GOAL OF THE EXERCISE:
Here, the job is to give back every entry below unchanged, omitting pictures.

WORKING DATA:
*****

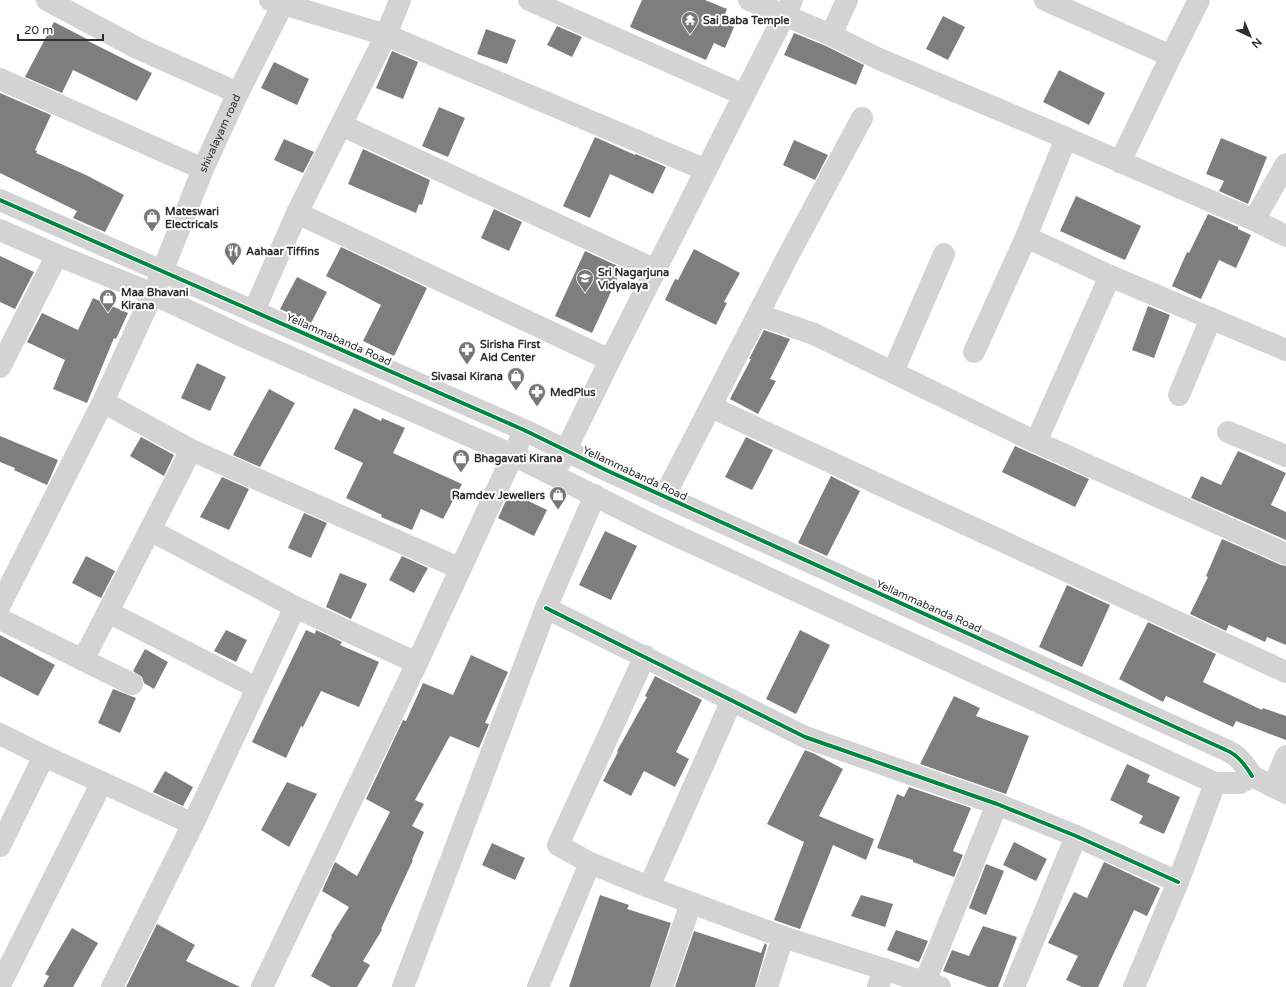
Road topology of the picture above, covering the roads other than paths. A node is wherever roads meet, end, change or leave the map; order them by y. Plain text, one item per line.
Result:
1 (48, 0) edge
2 (400, 0) edge
3 (529, 0) edge
4 (750, 0) edge
5 (847, 0) edge
6 (1045, 0) edge
7 (1199, 0) edge
8 (279, 2) edge
9 (788, 8) edge
10 (831, 35) junction
11 (386, 36) junction
12 (1171, 56) junction
13 (0, 79) edge
14 (238, 93) junction
15 (744, 95) junction
16 (862, 118) dead end
17 (341, 125) junction
18 (1066, 138) junction
19 (1120, 162) junction
20 (1286, 164) edge
21 (203, 169) junction
22 (706, 170) junction
23 (0, 200) edge
24 (297, 213) junction
25 (1254, 220) junction
26 (0, 230) edge
27 (1286, 236) edge
28 (1026, 238) junction
29 (944, 254) dead end
30 (57, 255) junction
31 (656, 270) junction
32 (162, 271) junction
33 (1110, 276) junction
34 (153, 294) junction
35 (254, 312) junction
36 (759, 315) junction
37 (1211, 318) junction
38 (1286, 350) edge
39 (974, 352) dead end
40 (610, 360) junction
41 (1, 362) edge
42 (893, 372) junction
43 (1179, 395) dead end
44 (103, 402) junction
45 (711, 407) junction
46 (524, 430) junction
47 (1228, 432) dead end
48 (1036, 442) junction
49 (191, 450) junction
50 (566, 450) junction
51 (513, 455) junction
52 (1286, 456) edge
53 (552, 475) junction
54 (595, 495) junction
55 (664, 497) junction
56 (150, 530) junction
57 (1286, 554) edge
58 (459, 568) junction
59 (0, 605) edge
60 (295, 607) junction
61 (546, 608) junction
62 (108, 612) junction
63 (0, 619) edge
64 (645, 656) junction
65 (83, 660) junction
66 (416, 663) junction
67 (1286, 672) edge
68 (132, 684) dead end
69 (257, 688) junction
70 (732, 700) junction
71 (0, 734) edge
72 (44, 756) junction
73 (1286, 756) edge
74 (1252, 776) junction
75 (102, 782) junction
76 (1215, 783) junction
77 (1280, 790) edge
78 (997, 804) junction
79 (193, 824) junction
80 (1076, 836) junction
81 (0, 846) edge
82 (590, 863) junction
83 (1178, 882) junction
84 (649, 887) junction
85 (691, 903) junction
86 (783, 937) junction
87 (881, 978) edge
88 (0, 985) edge
89 (933, 985) edge
90 (112, 987) edge
91 (262, 987) edge
92 (404, 987) edge
93 (538, 987) edge
94 (662, 987) edge
95 (767, 987) edge
96 (1014, 987) edge
97 (1134, 987) edge

1 - 14 street
2 - 11 street
3 - 15 street
4 - 9 street
5 - 10 street
6 - 12 street
7 - 12 street
8 - 11 street
8 - 14 street, shivalayam road
9 - 10 street
9 - 15 street
10 - 18 street
11 - 17 street
11 - 22 street
12 - 19 street
13 - 21 street
14 - 21 street, shivalayam road
15 - 22 street
16 - 36 street
17 - 24 street
17 - 31 street
18 - 19 street
18 - 28 street
19 - 25 street
20 - 25 street
21 - 32 street, shivalayam road
22 - 31 street
23 - 32 street, Yellammabanda Road
24 - 35 street
24 - 40 street
25 - 27 street
26 - 30 street
28 - 33 street
28 - 39 street
29 - 42 street
30 - 34 street
30 - 41 street
31 - 40 street
32 - 34 street, shivalayam road
32 - 35 street, Yellammabanda Road
33 - 37 street
33 - 48 street
34 - 44 street, shivalayam road
34 - 51 street
35 - 46 street, Yellammabanda Road
36 - 42 street
36 - 45 street
37 - 38 street
37 - 43 street
40 - 50 street
42 - 48 street
44 - 49 street
44 - 59 street, shivalayam road
45 - 55 street
45 - 67 street
46 - 50 street, Yellammabanda Road
46 - 51 street
47 - 52 street
48 - 57 street
49 - 56 street
49 - 58 street
50 - 53 street
50 - 55 street, Yellammabanda Road
51 - 53 street
51 - 58 street
53 - 54 street
54 - 61 street
54 - 76 street
55 - 74 street, Yellammabanda Road
56 - 60 street
56 - 62 street
58 - 66 street
60 - 66 street
60 - 69 street
61 - 64 street
61 - 92 street
62 - 65 street
62 - 69 street
63 - 65 street
64 - 70 street
64 - 82 street
65 - 68 street
66 - 91 street
69 - 79 street
70 - 78 street
70 - 84 street
71 - 72 street
72 - 75 street
72 - 81 street
73 - 77 street
74 - 76 street
74 - 77 street
75 - 79 street
75 - 88 street
76 - 83 street
78 - 80 street
78 - 89 street
79 - 90 street
80 - 83 street
80 - 96 street
82 - 84 street
82 - 93 street
83 - 97 street
84 - 85 street
85 - 86 street
85 - 94 street
86 - 87 street
86 - 95 street
87 - 89 street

*****

SOLUTION TO THIS EXERCISE:
Road topology of the picture above, covering the roads other than paths. A node is wherever roads meet, end, change or leave the map; order them by y. Plain text, one item per line.
Result:
1 (48, 0) edge
2 (400, 0) edge
3 (529, 0) edge
4 (750, 0) edge
5 (847, 0) edge
6 (1045, 0) edge
7 (1199, 0) edge
8 (279, 2) edge
9 (788, 8) edge
10 (831, 35) junction
11 (386, 36) junction
12 (1171, 56) junction
13 (0, 79) edge
14 (238, 93) junction
15 (744, 95) junction
16 (862, 118) dead end
17 (341, 125) junction
18 (1066, 138) junction
19 (1120, 162) junction
20 (1286, 164) edge
21 (203, 169) junction
22 (706, 170) junction
23 (0, 200) edge
24 (297, 213) junction
25 (1254, 220) junction
26 (0, 230) edge
27 (1286, 236) edge
28 (1026, 238) junction
29 (944, 254) dead end
30 (57, 255) junction
31 (656, 270) junction
32 (162, 271) junction
33 (1110, 276) junction
34 (153, 294) junction
35 (254, 312) junction
36 (759, 315) junction
37 (1211, 318) junction
38 (1286, 350) edge
39 (974, 352) dead end
40 (610, 360) junction
41 (1, 362) edge
42 (893, 372) junction
43 (1179, 395) dead end
44 (103, 402) junction
45 (711, 407) junction
46 (524, 430) junction
47 (1228, 432) dead end
48 (1036, 442) junction
49 (191, 450) junction
50 (566, 450) junction
51 (513, 455) junction
52 (1286, 456) edge
53 (552, 475) junction
54 (595, 495) junction
55 (664, 497) junction
56 (150, 530) junction
57 (1286, 554) edge
58 (459, 568) junction
59 (0, 605) edge
60 (295, 607) junction
61 (546, 608) junction
62 (108, 612) junction
63 (0, 619) edge
64 (645, 656) junction
65 (83, 660) junction
66 (416, 663) junction
67 (1286, 672) edge
68 (132, 684) dead end
69 (257, 688) junction
70 (732, 700) junction
71 (0, 734) edge
72 (44, 756) junction
73 (1286, 756) edge
74 (1252, 776) junction
75 (102, 782) junction
76 (1215, 783) junction
77 (1280, 790) edge
78 (997, 804) junction
79 (193, 824) junction
80 (1076, 836) junction
81 (0, 846) edge
82 (590, 863) junction
83 (1178, 882) junction
84 (649, 887) junction
85 (691, 903) junction
86 (783, 937) junction
87 (881, 978) edge
88 (0, 985) edge
89 (933, 985) edge
90 (112, 987) edge
91 (262, 987) edge
92 (404, 987) edge
93 (538, 987) edge
94 (662, 987) edge
95 (767, 987) edge
96 (1014, 987) edge
97 (1134, 987) edge

1 - 14 street
2 - 11 street
3 - 15 street
4 - 9 street
5 - 10 street
6 - 12 street
7 - 12 street
8 - 11 street
8 - 14 street, shivalayam road
9 - 10 street
9 - 15 street
10 - 18 street
11 - 17 street
11 - 22 street
12 - 19 street
13 - 21 street
14 - 21 street, shivalayam road
15 - 22 street
16 - 36 street
17 - 24 street
17 - 31 street
18 - 19 street
18 - 28 street
19 - 25 street
20 - 25 street
21 - 32 street, shivalayam road
22 - 31 street
23 - 32 street, Yellammabanda Road
24 - 35 street
24 - 40 street
25 - 27 street
26 - 30 street
28 - 33 street
28 - 39 street
29 - 42 street
30 - 34 street
30 - 41 street
31 - 40 street
32 - 34 street, shivalayam road
32 - 35 street, Yellammabanda Road
33 - 37 street
33 - 48 street
34 - 44 street, shivalayam road
34 - 51 street
35 - 46 street, Yellammabanda Road
36 - 42 street
36 - 45 street
37 - 38 street
37 - 43 street
40 - 50 street
42 - 48 street
44 - 49 street
44 - 59 street, shivalayam road
45 - 55 street
45 - 67 street
46 - 50 street, Yellammabanda Road
46 - 51 street
47 - 52 street
48 - 57 street
49 - 56 street
49 - 58 street
50 - 53 street
50 - 55 street, Yellammabanda Road
51 - 53 street
51 - 58 street
53 - 54 street
54 - 61 street
54 - 76 street
55 - 74 street, Yellammabanda Road
56 - 60 street
56 - 62 street
58 - 66 street
60 - 66 street
60 - 69 street
61 - 64 street
61 - 92 street
62 - 65 street
62 - 69 street
63 - 65 street
64 - 70 street
64 - 82 street
65 - 68 street
66 - 91 street
69 - 79 street
70 - 78 street
70 - 84 street
71 - 72 street
72 - 75 street
72 - 81 street
73 - 77 street
74 - 76 street
74 - 77 street
75 - 79 street
75 - 88 street
76 - 83 street
78 - 80 street
78 - 89 street
79 - 90 street
80 - 83 street
80 - 96 street
82 - 84 street
82 - 93 street
83 - 97 street
84 - 85 street
85 - 86 street
85 - 94 street
86 - 87 street
86 - 95 street
87 - 89 street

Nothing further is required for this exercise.